All lines containing the string "hand" must be copied from the entries.
_ _ _
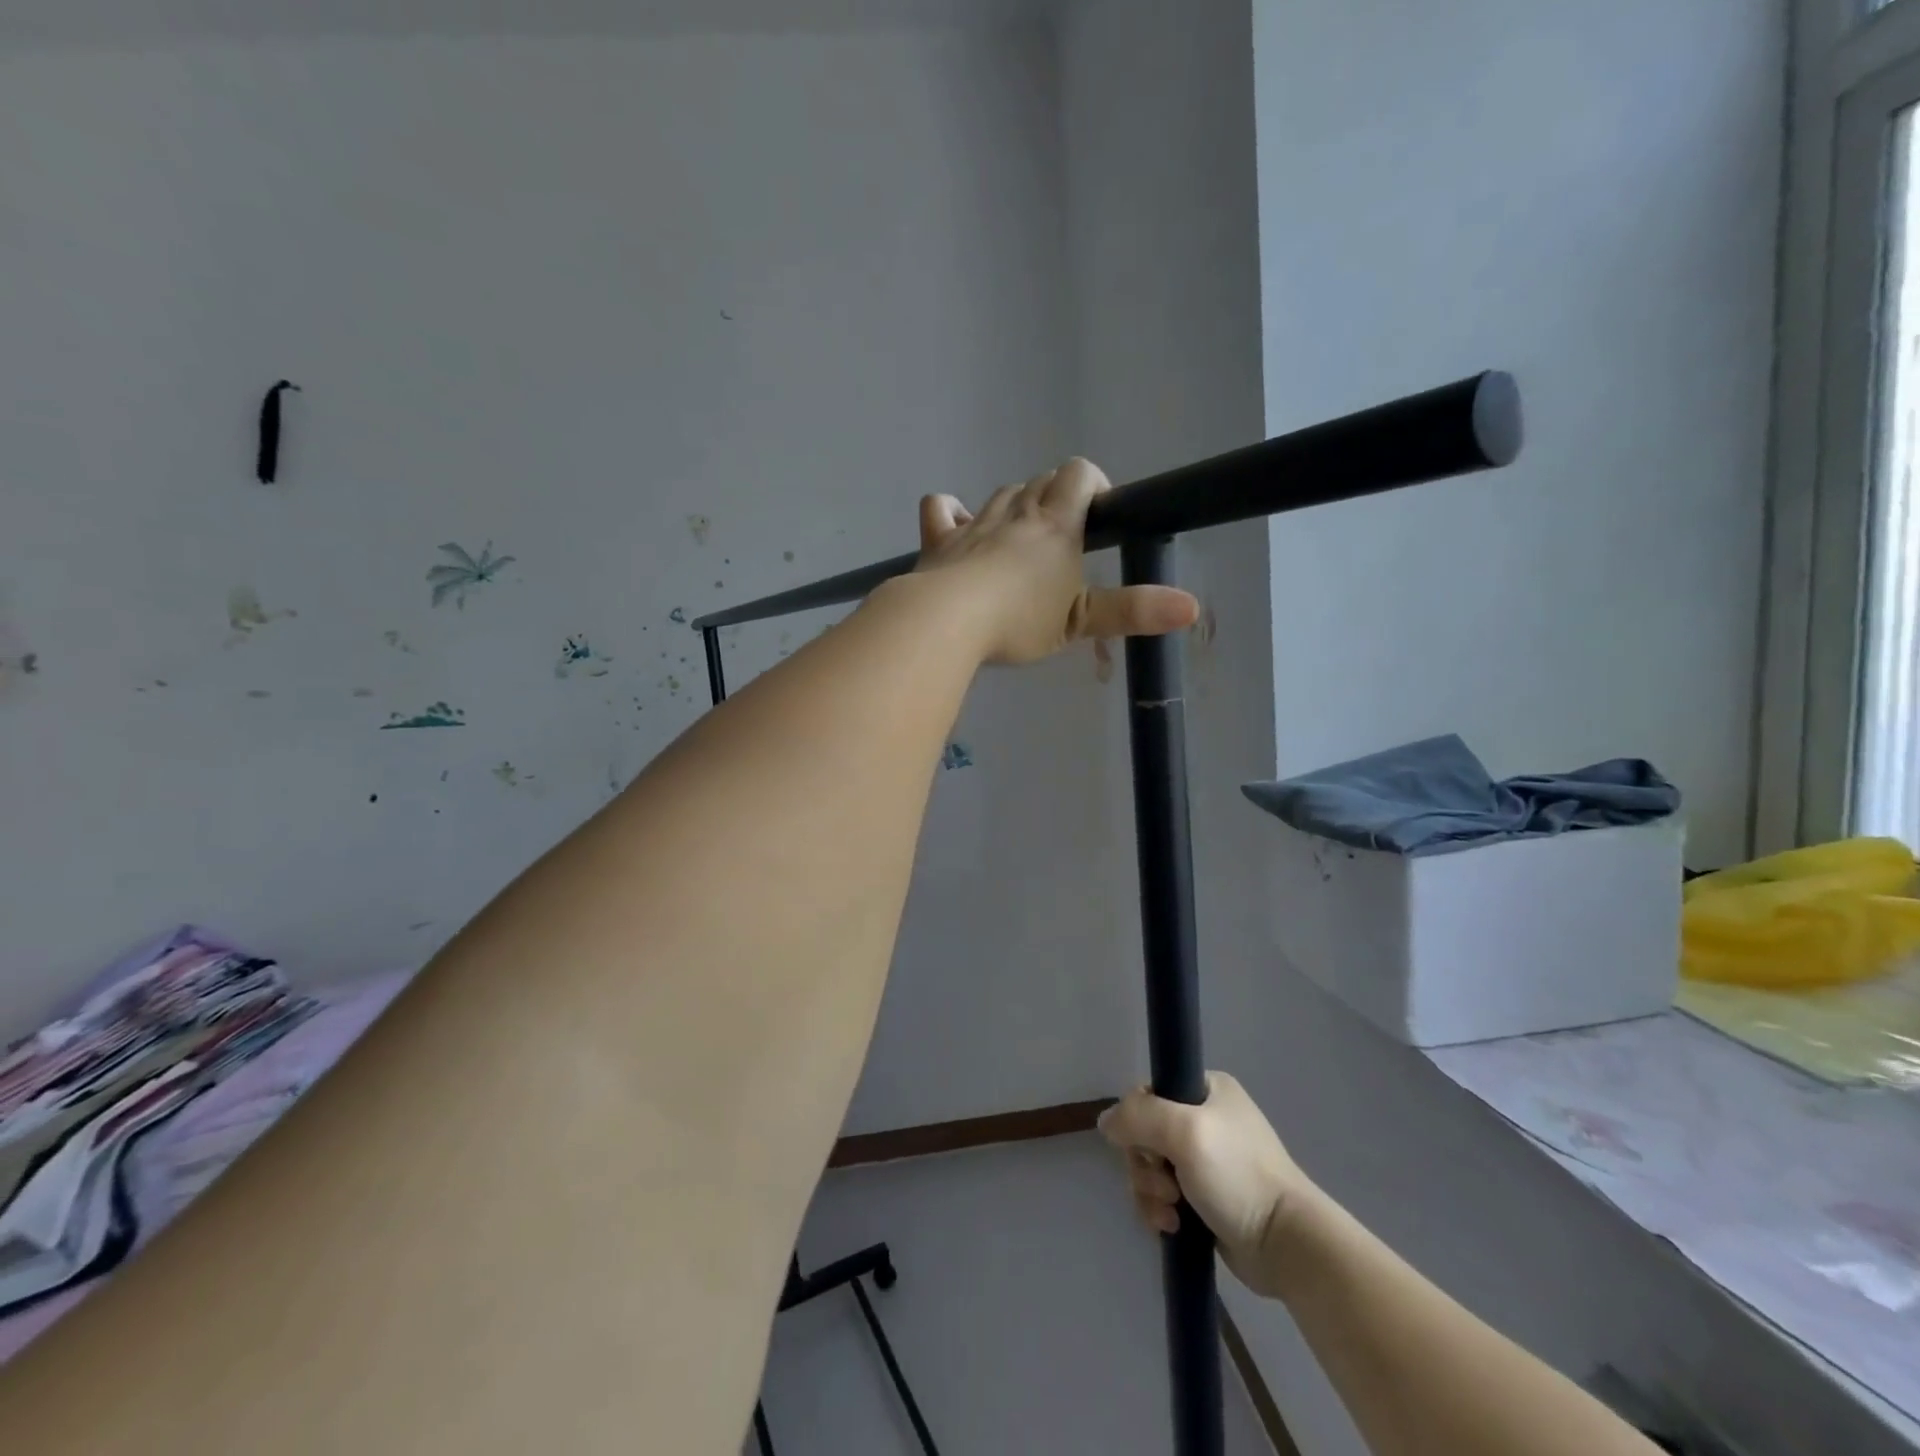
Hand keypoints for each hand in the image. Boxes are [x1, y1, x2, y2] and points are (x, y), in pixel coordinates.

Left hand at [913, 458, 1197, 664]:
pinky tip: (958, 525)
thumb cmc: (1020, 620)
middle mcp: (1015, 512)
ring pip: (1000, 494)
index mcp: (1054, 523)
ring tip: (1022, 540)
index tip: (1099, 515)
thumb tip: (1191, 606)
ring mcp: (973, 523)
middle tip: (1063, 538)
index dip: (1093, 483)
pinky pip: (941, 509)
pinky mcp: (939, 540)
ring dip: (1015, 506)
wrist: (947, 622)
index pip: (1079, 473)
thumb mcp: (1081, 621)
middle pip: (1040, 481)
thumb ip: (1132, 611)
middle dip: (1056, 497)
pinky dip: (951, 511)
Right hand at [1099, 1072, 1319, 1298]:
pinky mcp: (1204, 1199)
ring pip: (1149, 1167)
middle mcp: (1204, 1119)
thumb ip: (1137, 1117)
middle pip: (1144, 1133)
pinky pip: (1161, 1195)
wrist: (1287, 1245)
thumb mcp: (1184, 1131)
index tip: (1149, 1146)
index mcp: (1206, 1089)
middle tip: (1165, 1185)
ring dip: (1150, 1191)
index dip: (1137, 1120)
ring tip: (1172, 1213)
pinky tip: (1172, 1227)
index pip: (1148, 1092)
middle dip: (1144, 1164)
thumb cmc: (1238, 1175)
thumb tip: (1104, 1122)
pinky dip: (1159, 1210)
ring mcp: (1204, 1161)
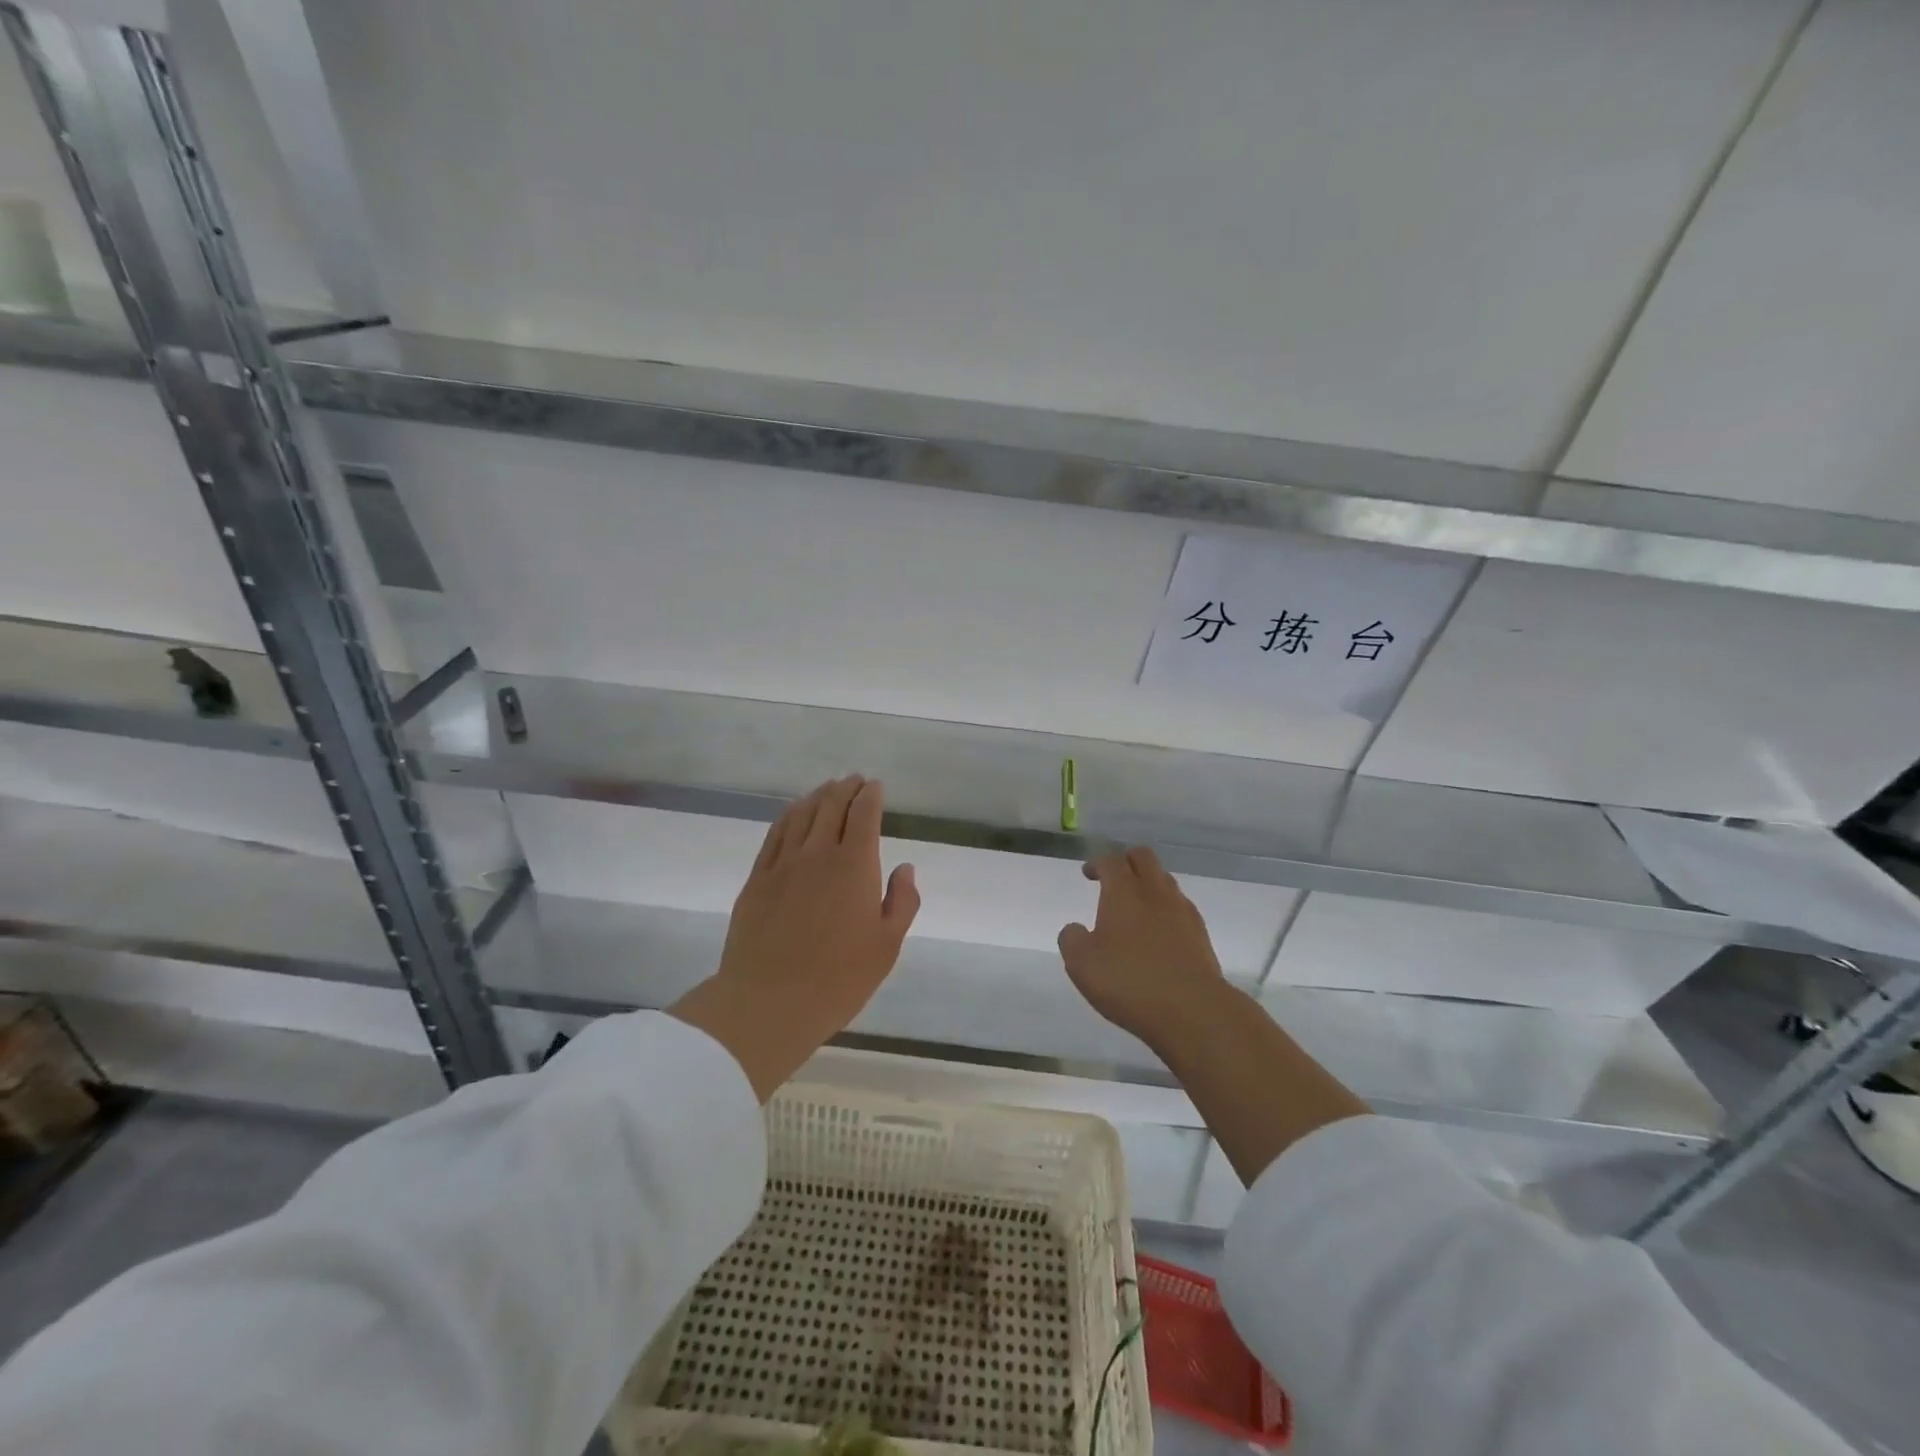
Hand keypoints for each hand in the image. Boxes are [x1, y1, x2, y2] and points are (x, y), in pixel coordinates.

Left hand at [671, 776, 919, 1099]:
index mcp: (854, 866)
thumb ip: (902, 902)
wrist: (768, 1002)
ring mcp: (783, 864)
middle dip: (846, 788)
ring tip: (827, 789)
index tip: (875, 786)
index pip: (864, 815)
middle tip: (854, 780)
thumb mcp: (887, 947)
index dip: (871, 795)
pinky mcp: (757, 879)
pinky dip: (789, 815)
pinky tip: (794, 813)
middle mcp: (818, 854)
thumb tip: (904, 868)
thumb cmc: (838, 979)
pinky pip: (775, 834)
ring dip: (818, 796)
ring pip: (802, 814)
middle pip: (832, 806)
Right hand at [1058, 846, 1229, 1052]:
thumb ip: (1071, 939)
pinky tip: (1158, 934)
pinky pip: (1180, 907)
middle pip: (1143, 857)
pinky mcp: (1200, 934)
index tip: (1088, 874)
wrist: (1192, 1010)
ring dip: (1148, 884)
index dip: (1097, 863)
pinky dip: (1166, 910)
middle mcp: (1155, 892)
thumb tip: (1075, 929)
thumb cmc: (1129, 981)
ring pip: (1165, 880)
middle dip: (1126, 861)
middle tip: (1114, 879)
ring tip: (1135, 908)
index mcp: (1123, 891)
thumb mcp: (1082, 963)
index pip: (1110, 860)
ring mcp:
_ _ _
● Final answer:
Hand keypoints for each hand in the image. Boxes are [x1, y1, x2, y2] and points are (x, y), in pixel coordinates.
Left hand at [913, 458, 1197, 664]:
Right hand at [1099, 1072, 1319, 1298]:
Hand keypoints for each hand in the image. Boxes are [x1, y1, x2, y2] and points are (x, y), in pixel coordinates.
Left hand at [671, 776, 919, 1099]:
Right hand at [1058, 846, 1229, 1052]:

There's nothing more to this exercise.